Tuesday’s show started well and got progressively better through the day.

“More poofery”

Like Richard Herring, Stewart Lee and Simon Munnery, David Benson is an act I see every year if he’s on. His shows tend to be gentle but entertaining, well-suited for mid-afternoon in a rainy Edinburgh, and he has a charismatic, conversational style that lends itself to whatever subject he chooses to cover.

David Benson Sings Noël Coward is this year’s show and it was the subject matter rather than Benson’s performance that let me down a little. He was more entertaining between songs than some of the songs themselves, although there were a few gems mixed in, particularly a “lost” song about the middle classes and an extra verse to Mad About the Boy.

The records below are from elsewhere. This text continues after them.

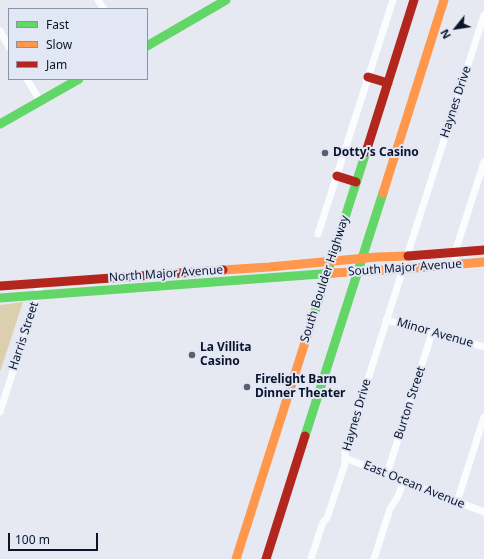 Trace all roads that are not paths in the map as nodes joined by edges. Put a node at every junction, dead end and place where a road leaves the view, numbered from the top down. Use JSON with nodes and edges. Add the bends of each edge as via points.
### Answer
{"nodes":[{"id":1,"x":226,"y":0,"type":"edge"},
{"id":2,"x":393,"y":0,"type":"edge"},
{"id":3,"x":414,"y":0,"type":"edge"},
{"id":4,"x":444,"y":0,"type":"edge"},
{"id":5,"x":484,"y":19,"type":"edge"},
{"id":6,"x":0,"y":31,"type":"edge"},
{"id":7,"x":8,"y":45,"type":"edge"},
{"id":8,"x":148,"y":45,"type":"edge"},
{"id":9,"x":368,"y":77,"type":"junction"},
{"id":10,"x":28,"y":80,"type":"edge"},
{"id":11,"x":77,"y":80,"type":"edge"},
{"id":12,"x":388,"y":83,"type":"junction"},
{"id":13,"x":40,"y":101,"type":"junction"},
{"id":14,"x":0,"y":124,"type":"edge"},
{"id":15,"x":484,"y":162,"type":"edge"},
{"id":16,"x":337,"y":176,"type":"junction"},
{"id":17,"x":356,"y":182,"type":"junction"},
{"id":18,"x":318,"y":234,"type":"dead end"},
{"id":19,"x":484,"y":250,"type":"edge"},
{"id":20,"x":455,"y":252,"type":"junction"},
{"id":21,"x":407,"y":256,"type":"junction"},
{"id":22,"x":362,"y":258,"type":"junction"},
{"id":23,"x":331,"y":261,"type":"junction"},
{"id":24,"x":484,"y":262,"type":"edge"},
{"id":25,"x":456,"y":264,"type":"junction"},
{"id":26,"x":403,"y":269,"type":"junction"},
{"id":27,"x":358,"y":271,"type":"junction"},
{"id":28,"x":171,"y":273,"type":"junction"},
{"id":29,"x":327,"y":274,"type":"junction"},
{"id":30,"x":98,"y":279,"type":"junction"},
{"id":31,"x":41,"y":283,"type":"junction"},
{"id":32,"x":0,"y":286,"type":"edge"},
{"id":33,"x":171,"y":286,"type":"junction"},
{"id":34,"x":99,"y":291,"type":"junction"},
{"id":35,"x":37,"y":296,"type":"junction"},
{"id":36,"x":0,"y":298,"type":"edge"},
{"id":37,"x":386,"y":320,"type":"junction"},
{"id":38,"x":432,"y":333,"type":"junction"},
{"id":39,"x":484,"y":347,"type":"edge"},
{"id":40,"x":0,"y":412,"type":"edge"},
{"id":41,"x":484,"y":417,"type":"edge"},
{"id":42,"x":345,"y":458,"type":"junction"},
{"id":43,"x":387,"y":474,"type":"junction"},
{"id":44,"x":404,"y":481,"type":"junction"},
{"id":45,"x":457,"y":502,"type":"junction"},
{"id":46,"x":484,"y":512,"type":"edge"},
{"id":47,"x":236,"y":559,"type":"edge"},
{"id":48,"x":266,"y":559,"type":"edge"},
{"id":49,"x":311,"y":559,"type":"edge"},
{"id":50,"x":374,"y":559,"type":"edge"}],
"edges":[{"from":1,"to":8,"type":"main road"},
{"from":2,"to":9,"type":"street"},
{"from":3,"to":12,"type":"main road","name":"South Boulder Highway"},
{"from":4,"to":22,"type":"main road"},
{"from":5,"to":21,"type":"street","name":"Haynes Drive"},
{"from":6,"to":7,"type":"street"},
{"from":9,"to":12,"type":"main road"},
{"from":9,"to":16,"type":"street"},
{"from":10,"to":13,"type":"street"},
{"from":11,"to":13,"type":"main road"},
{"from":12,"to":17,"type":"main road","name":"South Boulder Highway"},
{"from":13,"to":14,"type":"main road"},
{"from":15,"to":20,"type":"street"},
{"from":16,"to":17,"type":"main road"},
{"from":16,"to":18,"type":"street"},
{"from":17,"to":23,"type":"main road","name":"South Boulder Highway"},
{"from":19,"to":20,"type":"main road","name":"South Major Avenue"},
{"from":20,"to":21,"type":"main road","name":"South Major Avenue"},
{"from":20,"to":25,"type":"street"},
{"from":21,"to":22,"type":"main road","name":"South Major Avenue"},
{"from":22,"to":23,"type":"main road","name":"South Major Avenue"},
{"from":22,"to":27,"type":"main road"},
{"from":23,"to":28,"type":"main road","name":"North Major Avenue"},
{"from":23,"to":29,"type":"main road","name":"South Boulder Highway"},
{"from":24,"to":25,"type":"main road","name":"South Major Avenue"},
{"from":25,"to":26,"type":"main road","name":"South Major Avenue"},
{"from":26,"to":27,"type":"main road","name":"South Major Avenue"},
{"from":26,"to":37,"type":"street","name":"Haynes Drive"},
{"from":27,"to":29,"type":"main road","name":"South Major Avenue"},
{"from":27,"to":48,"type":"main road"},
{"from":28,"to":30,"type":"main road","name":"North Major Avenue"},
{"from":28,"to":33,"type":"main road"},
{"from":29,"to":33,"type":"main road","name":"North Major Avenue"},
{"from":29,"to":47,"type":"main road","name":"South Boulder Highway"},
{"from":30,"to":31,"type":"main road","name":"North Major Avenue"},
{"from":30,"to":34,"type":"main road"},
{"from":31,"to":32,"type":"main road","name":"North Major Avenue"},
{"from":31,"to":35,"type":"street","name":"Harris Street"},
{"from":33,"to":34,"type":"main road","name":"North Major Avenue"},
{"from":34,"to":35,"type":"main road","name":"North Major Avenue"},
{"from":35,"to":36,"type":"main road","name":"North Major Avenue"},
{"from":35,"to":40,"type":"street","name":"Harris Street"},
{"from":37,"to":38,"type":"street","name":"Minor Avenue"},
{"from":37,"to":42,"type":"street","name":"Haynes Drive"},
{"from":38,"to":39,"type":"street","name":"Minor Avenue"},
{"from":38,"to":43,"type":"street","name":"Burton Street"},
{"from":41,"to":45,"type":"street"},
{"from":42,"to":43,"type":"street","name":"East Ocean Avenue"},
{"from":42,"to":49,"type":"street","name":"Haynes Drive","via":[[327,518],[323,522]]},
{"from":43,"to":44,"type":"street","name":"East Ocean Avenue"},
{"from":44,"to":45,"type":"street","name":"East Ocean Avenue"},
{"from":44,"to":50,"type":"street","via":[[390,509]]},
{"from":45,"to":46,"type":"street","name":"East Ocean Avenue"}]}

“We’re the hip-op generation”

I didn’t realise when booking to see Barry Cryer and Ronnie Golden that it would be another song-based show, and I wondered in passing whether Coward, if around now, would also be penning songs about the Freedom Pass. (Probably not.)

73-year-old Barry Cryer is a national institution and trotted out various funny anecdotes between songs. He shared the stage with his 60-year-old junior Ronnie Golden, whose varied guitar playing, mimicry skills and huge vocal range were very impressive.

I’m always a little dismissive of comedy songs on the basis that you can get away with being less funny in song than in straight standup, and Barry Cryer’s stories were sometimes funnier than the songs either side. One slightly mean-spirited song didn’t impress me at all, but it was offset by the highlight, a particularly funny flamenco number. Overall, there were more hits than misses.

“Why is he on a unicycle?”

The Jonny and Joe Show, featuring Jonny Sweet and Joe Thomas, is at the anarchic end of the sketch show spectrum. Oxbridge graduates (would you believe it?) like Tommy and the Weeks (excuse for a plug: I saw their very good Edinburgh preview in London – go see) and with a similarly strong dynamic, their surreal show is a fast mix of fun sketches that come out of nowhere and are abruptly discarded as soon as they’re finished with.

While not often hysterical, the sketches were always amusing, the whole thing performed with marvellous precision and a consistently fun and flowery use of the English language. Jonny Sweet in particular seems blessed with the ability to make any physical action or line of dialogue funny just by his performance, while Joe Thomas’s stiller, slightly harsher character provides a good counterpoint. Despite being scarily young, both have made their TV comedy debuts and, based on this show, will go far.

You can watch some of their videos from last year on Project V.

“McCain’s not Able”

The last show of the day was Tina C., Christopher Green’s country singer creation, in Tick My Box, a rally for her campaign to be President of the US of A.

Green’s been playing Tina C. so long, it’s a polished performance, maintaining the character even when ad libbing (my question about sub-prime lending and the global economic crisis during the audience Q&A got a quick and funny response).

Complete with line dancing troupe The Tumbleweeds and mixing character standup with comic songs (including a duet with fellow country music spoofer Wilson Dixon) and obligatory audience participation (it’s a rally, after all), Tina C. makes for a fun end to an evening at the Festival.